Sunday, September 18, 2011

The Reporter


Here at work, during schedules where we have full week campers, there is almost always a skit night.  Accompanied by a drama class during their day, each cabin learns and is in charge of performing a skit for the night.  One of these skits is entitled “The Reporter”.  The premise is built upon individuals who encounter each other on a bridge – all incapable of doing the things it makes the most sense to be able to do – and so they are going to jump.  It starts with the reporter who can’t get a big story. Next comes a basketball player who can’t dribble.  And then someone who works in an M&M factory and gets fired for throwing out all of the W’s.  Followed by any number of similar situations (this week I was amused by “I’m a chef and all I know how to make are ice cubes!” and “I’m a chicken and I don’t even know how to lay an egg!”)  One after another they join each other until finally; at last, they all jump.  Except for the reporter who declares “I’ve got it! This is my big story! Nine people jump off a bridge!”

“That’s nice, Anika...but so what?” you might be saying right now.  “Or...thanks a lot for ruining the punch line!  I was scheduled to watch that one next weekend!”  Sorry?

The thing is...it has been six weeks since I last blogged.  I have been back occasionally to stare at the screen and check the blogs I follow from my “So Noted” sidebar.  But I haven’t posted.  I haven’t really written much at all. 

I have a dozen excuses.  No consistent internet source for several weeks seems legitimate enough.  A crazy busy August could be added to the list...including being back to work.  The fact that my computer cable died leaving my computer unable to be turned on trumps them all.  Time, energy, and passion – or the lack there of – has been the underskirt to my many excuses. 

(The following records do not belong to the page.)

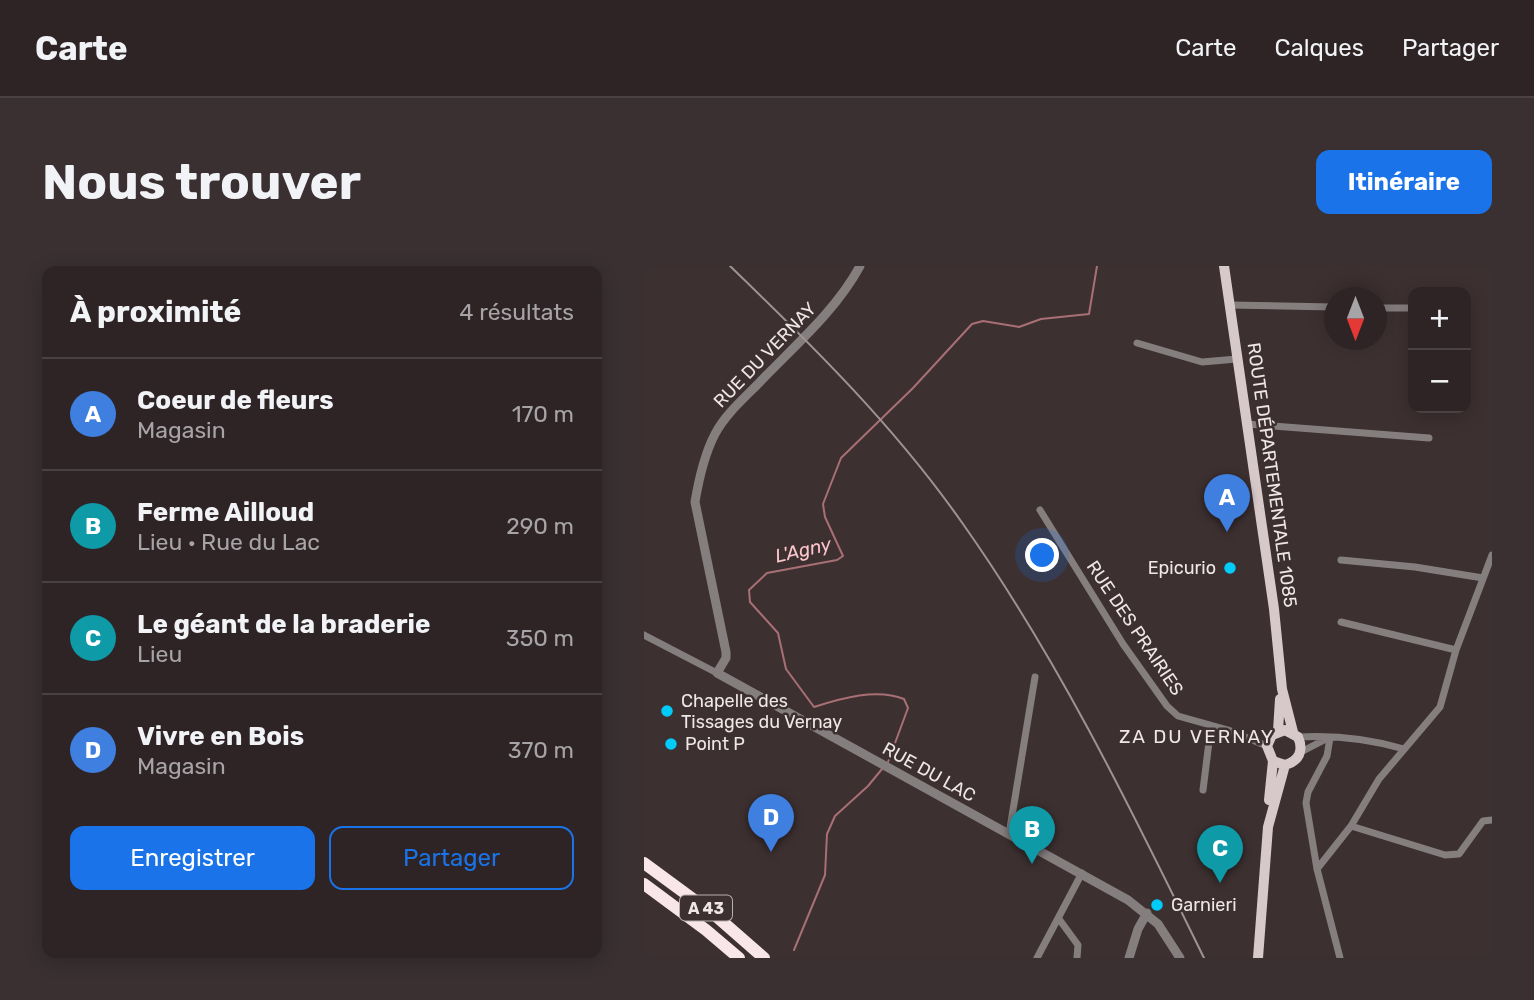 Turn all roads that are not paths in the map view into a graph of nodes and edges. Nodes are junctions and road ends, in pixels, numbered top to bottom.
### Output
1 (860, 266) edge
2 (1224, 266) edge
3 (1229, 304) junction
4 (1324, 307) edge
5 (1387, 308) edge
6 (1408, 308) edge
7 (1137, 344) dead end
8 (1237, 359) junction
9 (1247, 424) junction
10 (1429, 438) dead end
11 (1040, 510) dead end
12 (1491, 558) edge
13 (1341, 560) dead end
14 (1483, 578) junction
15 (1341, 622) dead end
16 (644, 635) edge
17 (1456, 650) junction
18 (717, 673) junction
19 (1035, 677) dead end
20 (1282, 689) junction
21 (1211, 726) junction
22 (1278, 731) junction
23 (1295, 735) junction
24 (1330, 738) junction
25 (1267, 746) junction
26 (1404, 749) junction
27 (1301, 752) junction
28 (1273, 761) junction
29 (1285, 765) junction
30 (1203, 790) dead end
31 (1492, 820) edge
32 (1351, 826) junction
33 (1268, 827) junction
34 (1009, 834) junction
35 (644, 863) edge
36 (1317, 869) junction
37 (1082, 873) junction
38 (644, 884) edge
39 (1147, 913) junction
40 (1059, 919) junction
41 (739, 958) edge
42 (764, 958) edge
43 (1037, 958) edge
44 (1077, 958) edge
45 (1129, 958) edge
46 (1180, 958) edge
47 (1258, 958) edge
48 (1340, 958) edge

1 - 18 street, RUE DU VERNAY
2 - 3 main road, ROUTE DÉPARTEMENTALE 1085
3 - 4 street
3 - 8 main road, ROUTE DÉPARTEMENTALE 1085
5 - 6 street
7 - 8 street
8 - 9 main road, ROUTE DÉPARTEMENTALE 1085
9 - 10 street
9 - 20 main road, ROUTE DÉPARTEMENTALE 1085
11 - 21 street, RUE DES PRAIRIES
12 - 14 street
13 - 14 street
14 - 17 street
15 - 17 street
16 - 18 street, RUE DU LAC
17 - 26 street
18 - 34 street, RUE DU LAC
19 - 34 street
20 - 22 main road
20 - 23 main road
21 - 25 street, RUE DES PRAIRIES
21 - 30 street
22 - 23 main road
22 - 25 main road
23 - 24 street
23 - 27 main road
24 - 26 street
24 - 27 street
24 - 36 street
25 - 28 main road
26 - 32 street
27 - 29 main road
28 - 29 main road
28 - 33 main road
29 - 33 main road
31 - 32 street
32 - 36 street
33 - 47 main road
34 - 37 street, RUE DU LAC
35 - 42 highway, A 43
36 - 48 street
37 - 39 street, RUE DU LAC
37 - 40 street
38 - 41 highway, A 43
39 - 45 street
39 - 46 street, RUE DU LAC
40 - 43 street
40 - 44 street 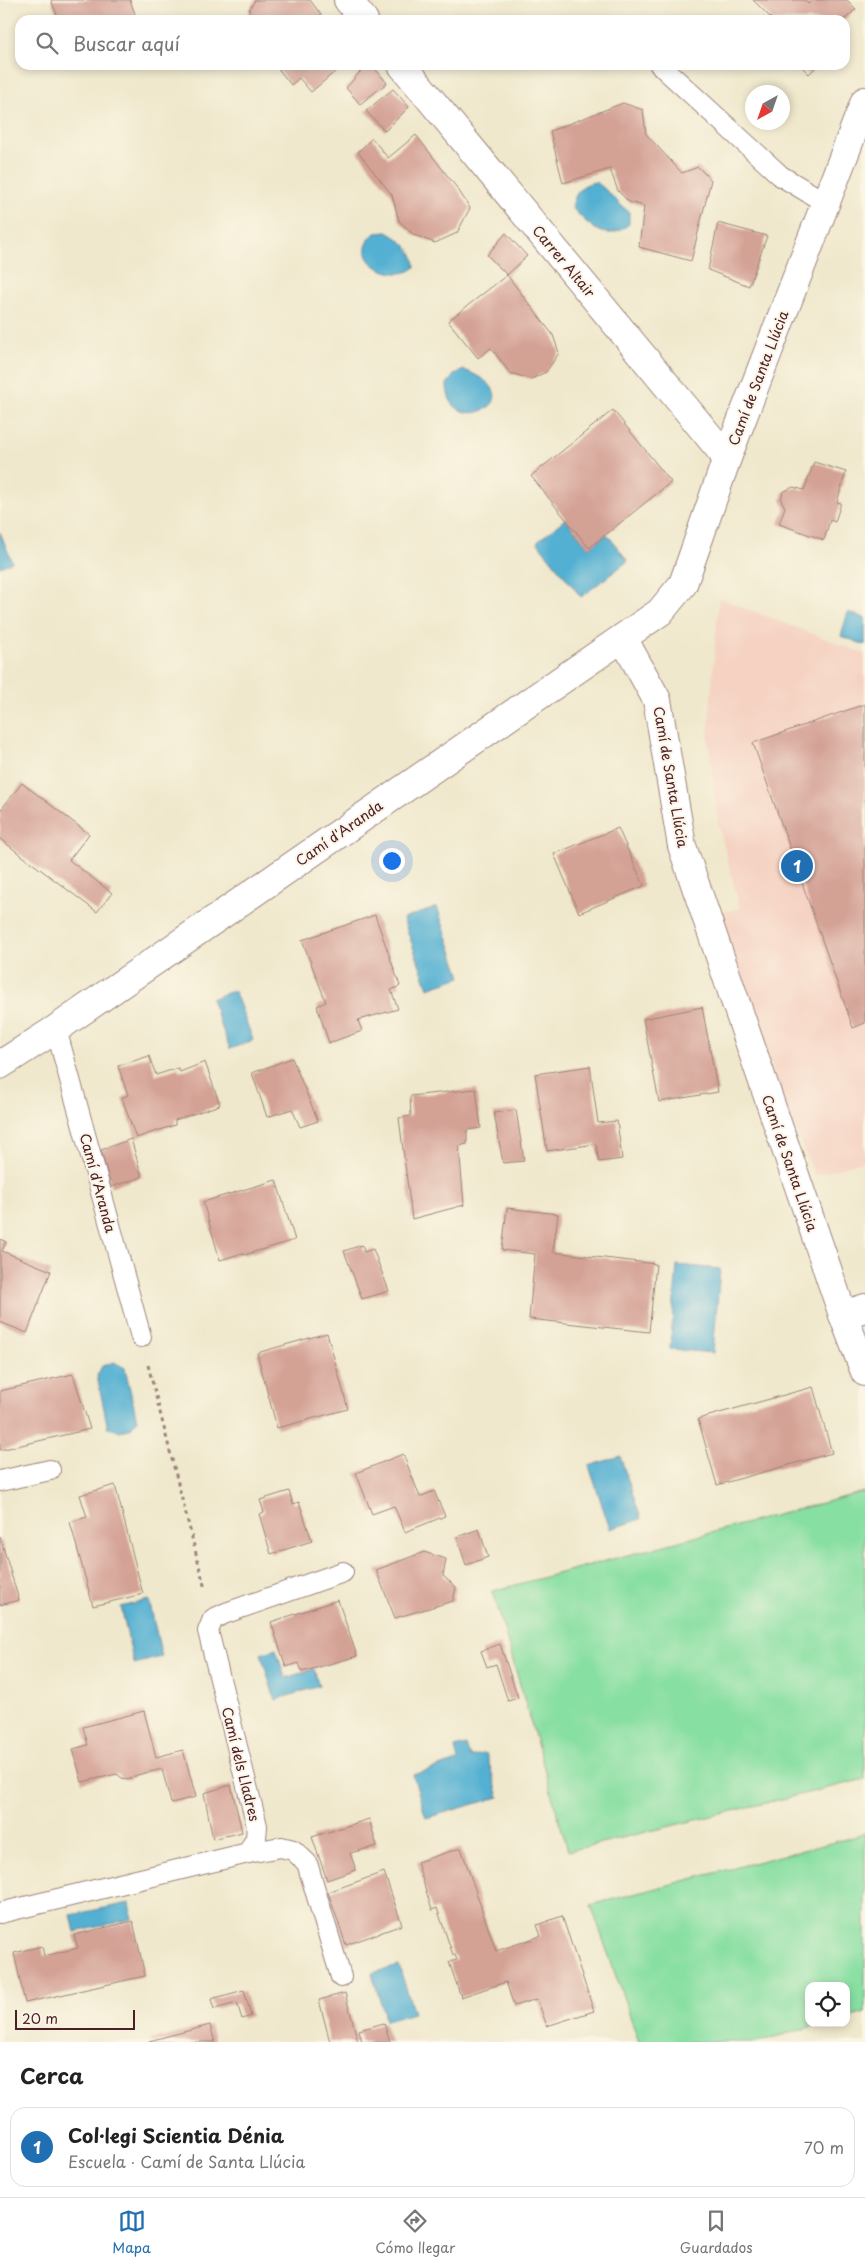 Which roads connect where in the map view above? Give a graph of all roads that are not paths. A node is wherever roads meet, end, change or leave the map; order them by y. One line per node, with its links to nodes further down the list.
1 (348, 0): 2 (street)
2 (360, 15)
3 (406, 70): 7 (street, Carrer Altair)
4 (665, 70): 6 (lane)
5 (865, 101): 6 (street, Camí de Santa Llúcia)
6 (826, 203): 7 (street, Camí de Santa Llúcia)
7 (727, 458): 8 (street, Camí de Santa Llúcia)
8 (623, 638): 9 (street, Camí d'Aranda); 11 (street, Camí de Santa Llúcia)
9 (56, 1029): 10 (street, Camí d'Aranda); 12 (lane, Camí d'Aranda)
10 (0, 1065)
11 (854, 1312): 13 (street, Camí de Santa Llúcia)
12 (140, 1332)
13 (865, 1372)
14 (50, 1470): 15 (lane)
15 (0, 1481)
16 (343, 1572): 17 (lane, Camí dels Lladres)
17 (248, 1853): 18 (lane); 19 (lane)
18 (0, 1913)
19 (341, 1977) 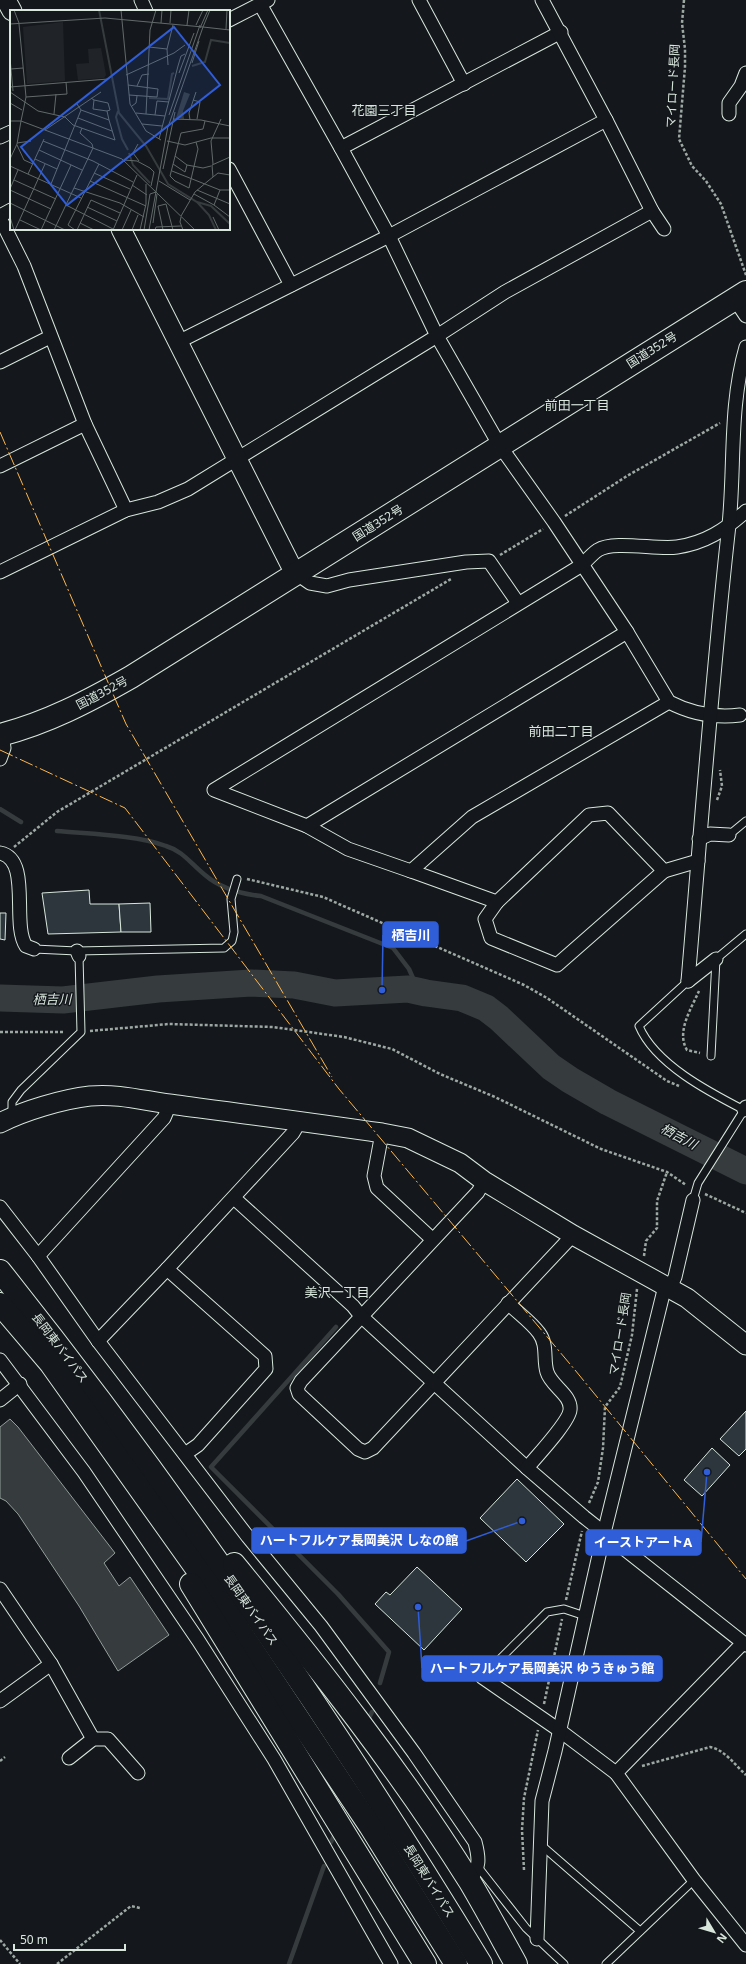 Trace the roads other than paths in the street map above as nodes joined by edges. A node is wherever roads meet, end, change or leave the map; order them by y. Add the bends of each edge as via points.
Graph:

But in the end, I feel like part of the Reporter Skit (“oh! So here is the ‘so what?’!”  yep. Hold on a second...).  “I am a writer – and I never write!” I could add to the list before mock jumping off the carpet. In the reporter skit we encounter character after character because somehow they see themselves failing at a huge piece of their identity.  The irony of course being the discrepancy between what they claim and what they do.  Can you really be a chef if all you can make are ice cubes?  Can you really be a basketball player if you can’t even dribble?  Can you claim to be a writer...if you never write?

Part of me gets defensive at my own accusation.  “But I want to!  I want to write! It’s just that...” I look at the hours in my day...or the lack of them when everything comes to a close. I come up with excuses.  I contend that my days have been so busy with work and people and one thing and the next that something has to give.  Except that for me, writing is a very real part of who I am.  It is my escape, my release, my “me time”, the time I connect to Jesus best. So I suppose my claim is legitimate enough...but in the end, a label isn't created on good intentions. 

I guess not writing doesn’t make me feel very much like a writer at all.  It doesn’t make me look very much like a writer.  Who you are may dictate what you do...but in many ways what you do cycles back to who you are.  

And who am I really? 

Sometimes I focus too much on the “be” verb.  I want to be known not for what I do but who I am.  Who doesn't, right? Except who I am is known by what I do.  It confirms it. Maybe writing seems petty.  It kind of is.  But what about the other labels I have been given...or simply those I wish to claim?  Daughter. Sister. Friend. Leader. Employee. Coworker. Example. Mentor. Servant. Encourager. Disciple.  I can be all of those things (and more besides) but does what I do, the way I act, prove or disprove the things I claim? 

Who am I?  Do I know?  Does the world know?  Or should the juxtaposition of identity crisis be shoving me off a bridge...because what I do doesn’t match who and what I say I am?  What will I do to live up to the calling I’ve received?  And if I do it on purpose? If I live and act and respond on purpose?  What are the chances, I could change the whole world?

Hey reporter, I’ve got a story for you...

Act as if what you do makes a difference. It does.